Exercise.
Set down every entry below exactly as it stands.

Material provided.

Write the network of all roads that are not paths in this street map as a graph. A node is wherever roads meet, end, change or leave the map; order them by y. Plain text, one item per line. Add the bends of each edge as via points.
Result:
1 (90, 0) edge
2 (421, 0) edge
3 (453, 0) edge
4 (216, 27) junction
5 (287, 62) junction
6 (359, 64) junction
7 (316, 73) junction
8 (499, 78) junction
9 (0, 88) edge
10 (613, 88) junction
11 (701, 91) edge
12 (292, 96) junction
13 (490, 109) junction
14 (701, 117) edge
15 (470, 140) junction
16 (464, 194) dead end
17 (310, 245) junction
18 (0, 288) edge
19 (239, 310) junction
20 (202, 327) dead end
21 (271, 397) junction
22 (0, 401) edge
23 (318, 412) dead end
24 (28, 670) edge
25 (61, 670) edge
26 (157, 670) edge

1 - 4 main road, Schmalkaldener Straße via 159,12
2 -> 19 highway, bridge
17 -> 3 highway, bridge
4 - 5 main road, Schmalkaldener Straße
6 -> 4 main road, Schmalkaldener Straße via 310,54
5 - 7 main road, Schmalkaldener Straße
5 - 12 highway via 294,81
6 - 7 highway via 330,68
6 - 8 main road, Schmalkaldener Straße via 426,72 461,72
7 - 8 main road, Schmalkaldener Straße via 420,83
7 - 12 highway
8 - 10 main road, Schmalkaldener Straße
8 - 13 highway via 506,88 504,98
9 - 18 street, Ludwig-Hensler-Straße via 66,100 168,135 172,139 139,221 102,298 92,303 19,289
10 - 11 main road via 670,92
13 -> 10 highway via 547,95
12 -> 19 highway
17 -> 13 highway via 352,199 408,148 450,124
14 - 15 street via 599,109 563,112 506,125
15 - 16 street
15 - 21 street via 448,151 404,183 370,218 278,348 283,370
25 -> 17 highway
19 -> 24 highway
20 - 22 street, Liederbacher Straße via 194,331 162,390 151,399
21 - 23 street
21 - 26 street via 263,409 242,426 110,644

Finished exercise.
Write the network of all roads that are not paths in this street map as a graph. A node is wherever roads meet, end, change or leave the map; order them by y. Plain text, one item per line. Add the bends of each edge as via points.
Result:
1 (90, 0) edge
2 (421, 0) edge
3 (453, 0) edge
4 (216, 27) junction
5 (287, 62) junction
6 (359, 64) junction
7 (316, 73) junction
8 (499, 78) junction
9 (0, 88) edge
10 (613, 88) junction
11 (701, 91) edge
12 (292, 96) junction
13 (490, 109) junction
14 (701, 117) edge
15 (470, 140) junction
16 (464, 194) dead end
17 (310, 245) junction
18 (0, 288) edge
19 (239, 310) junction
20 (202, 327) dead end
21 (271, 397) junction
22 (0, 401) edge
23 (318, 412) dead end
24 (28, 670) edge
25 (61, 670) edge
26 (157, 670) edge

1 - 4 main road, Schmalkaldener Straße via 159,12
2 -> 19 highway, bridge
17 -> 3 highway, bridge
4 - 5 main road, Schmalkaldener Straße
6 -> 4 main road, Schmalkaldener Straße via 310,54
5 - 7 main road, Schmalkaldener Straße
5 - 12 highway via 294,81
6 - 7 highway via 330,68
6 - 8 main road, Schmalkaldener Straße via 426,72 461,72
7 - 8 main road, Schmalkaldener Straße via 420,83
7 - 12 highway
8 - 10 main road, Schmalkaldener Straße
8 - 13 highway via 506,88 504,98
9 - 18 street, Ludwig-Hensler-Straße via 66,100 168,135 172,139 139,221 102,298 92,303 19,289
10 - 11 main road via 670,92
13 -> 10 highway via 547,95
12 -> 19 highway
17 -> 13 highway via 352,199 408,148 450,124
14 - 15 street via 599,109 563,112 506,125
15 - 16 street
15 - 21 street via 448,151 404,183 370,218 278,348 283,370
25 -> 17 highway
19 -> 24 highway
20 - 22 street, Liederbacher Straße via 194,331 162,390 151,399
21 - 23 street
21 - 26 street via 263,409 242,426 110,644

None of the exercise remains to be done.